“In the midst of death we are in life.” Henry David Thoreau made this observation two centuries ago when walking through Sleepy Hollow Cemetery, seeing the sunlight dappling through the leaves. The idyllic resting grounds soothed and inspired Thoreau, and in the end became the final resting place of this famed author, his grave simply marked “Henry.”
This quote about the juxtaposition of the living and the dead is also perhaps the best description of Patricia (“Tish”) Hopkins, caretaker of the Concord cemeteries. She is a gravedigger, tombstone guardian, landscaper, comforter, and administrator, fully embracing life while safeguarding Concord’s three burial grounds. Her office is a simple garage at the back of Sleepy Hollow Cemetery and with her blonde hair, jeans, and work boots, she doesn’t look goth or creepy. “My job is envisioned as being dark or scary in some way, but in reality it is the best job in the world,” said Hopkins, who looks more like the girl next door than an undertaker.

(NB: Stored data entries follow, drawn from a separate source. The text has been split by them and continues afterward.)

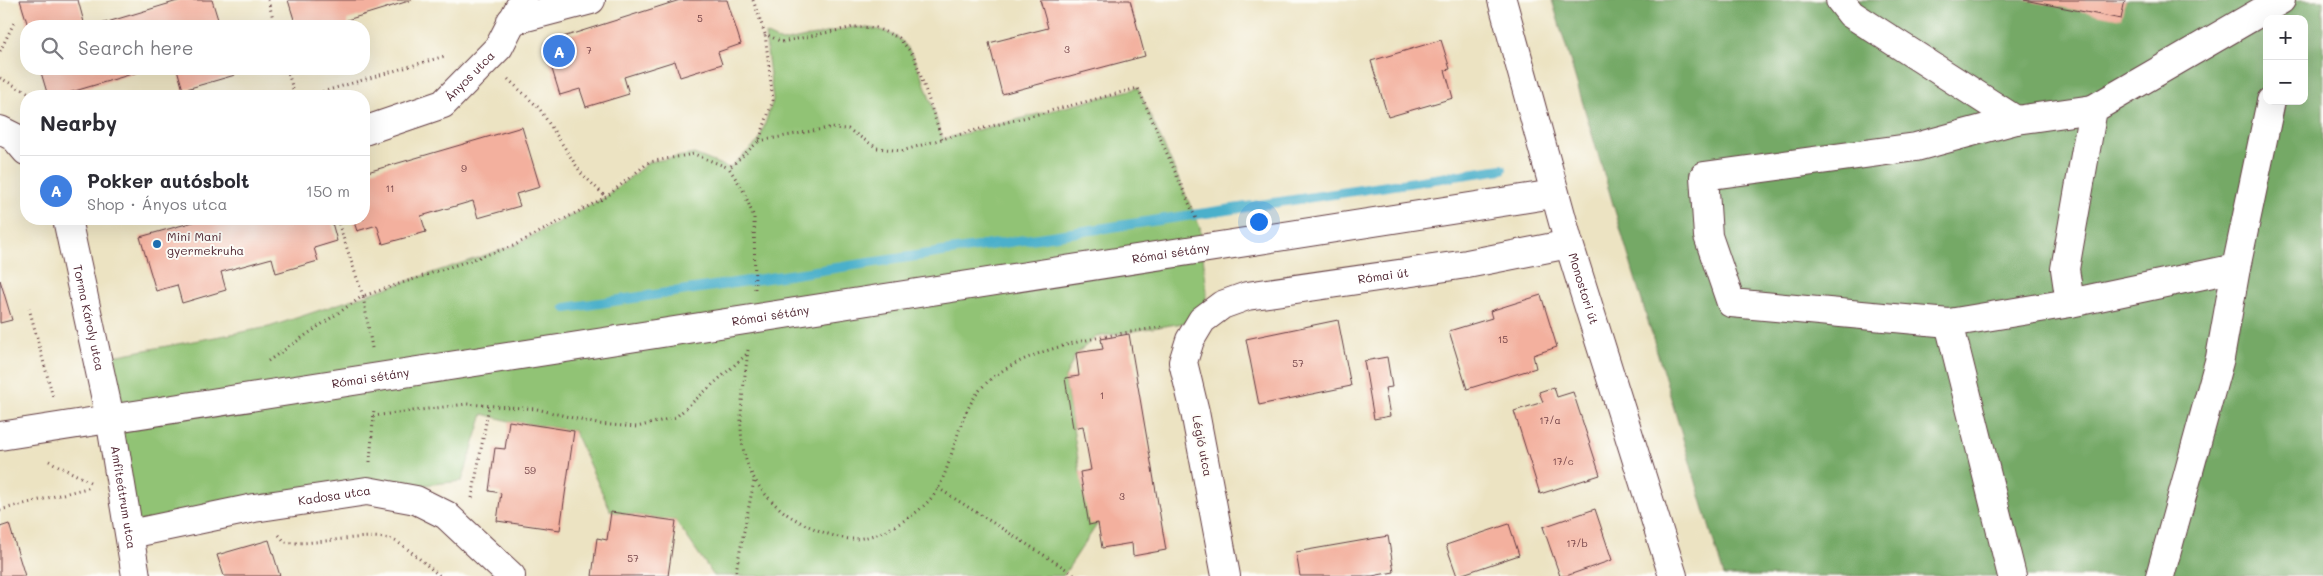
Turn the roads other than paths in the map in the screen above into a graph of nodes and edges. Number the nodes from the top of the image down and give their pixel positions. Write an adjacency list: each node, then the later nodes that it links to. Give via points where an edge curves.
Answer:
1 (591, 0): 6 (street)
2 (1502, 0): 16 (street, Monostori út)
3 (1840, 0): 10 (street, via 1851,14)
4 (2282, 0): 9 (street)
5 (2293, 0): 7 (street)
6 (517, 11): 12 (street, Ányos utca, via 499,47 444,104)
7 (2290, 15)
8 (2270, 105): 17 (street)
9 (2093, 109): 10 (street); 18 (street, via 2065,270)
10 (2016, 120): 20 (street, via 1916,147 1704,176 1708,236 1731,303)
11 (0, 130): 13 (street)
12 (370, 130)
13 (20, 144)
14 (1541, 196): 21 (street, Római sétány, via 753,308 377,377)
15 (68, 225): 21 (street, Torma Károly utca)
16 (1569, 244): 19 (street, Római út, via 1467,264 1247,296 1222,305); 27 (street, Monostori út)
17 (2236, 268): 18 (street); 29 (street, via 2220,358)
18 (2070, 303): 20 (street)
19 (1202, 320): 26 (street, Légió utca, via 1190,340 1183,362)
20 (1949, 323): 28 (street)
21 (110, 418): 22 (street, Római sétány); 23 (street, Amfiteátrum utca)
22 (5, 435)
23 (130, 534): 24 (street, Kadosa utca, via 254,508 367,491 416,500 446,515 466,533); 25 (street, Amfiteátrum utca)
24 (495, 571)
25 (136, 576)
26 (1226, 576)
27 (1673, 576)
28 (2012, 576)
29 (2160, 576)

Hopkins has been head of Concord’s cemetery operations for over three decades, and other than short gigs elsewhere, it’s the only job she’s known. “Do I have a lot of people under me?”she jokes and the answer is yes and no. There are 10 thousand people interred in Sleepy Hollow, including Louisa May Alcott, Nathaniel Hawthorne and Ralph Waldo Emerson. Also buried there are the inventor of the Concord grape; the composer of “The Little Drummer Boy” and the first woman to be issued a driver’s license in the United States. But Hopkins has no direct staff members under her, just the help of contractors and the DPW and Highway Department.
Hopkins treats her role with gravity but is quick to laugh and says, “It’s a tough subject to find that happy medium between serious and respectful and fun, although people purchasing graves often tell me it was not as bad as they had anticipated. They say they actually enjoyed coming in – not that they want to see me again anytime soon.”
On a warm August day, Hopkins is preparing for the burial of a beloved wife and mother, 91 years old. A small precise rectangular hole has been dug with a metal plate placed over it. The adjacent tombstone has her name and her husband’s on it, with her passing date yet to be added. Hopkins bends down and blows the dirt off the burial area and arranges pine bows in a pleasing pattern. “It’s ready now,” she says, climbing into her black pick-up truck. Some days there are no internments; other times, four to five a week.
Hopkins started at Sleepy Hollow as a teen, mowing between the headstones, raking leaves and digging graves. She became the cemetery supervisor at 18, embracing the site’s undulating landscape, gently curving roads and contemplative plantings. Her days are filled with trimming shrubs, working with families to purchase a gravesite, digging with the mini-excavator, locating graves for visitors or marking out locations for headstones. It’s an idyllic existence as Emerson reflected in his 1855 dedication speech: “When these acorns that are falling at our feet, are oaks overshadowing our children in a remote century, this mute green bank will be full of history: the good, the wise, and the great will have left their names and virtues on the trees; heroes, poets, beauties, sanctities, benefactors, will have made the air tuneable and articulate.”
And someday, Hopkins said she too will be buried at Sleepy Hollow, along with along with generations of her family and her friends. As far as her epithet? She says she hasn’t given much thought to it but ‘“She put the fun in funeral’ might be a good one.” “I would be happy with just a little engraving of a shovel and a shamrock,” she said. She looks out over the graveyard and turns and walks down the path toward her office.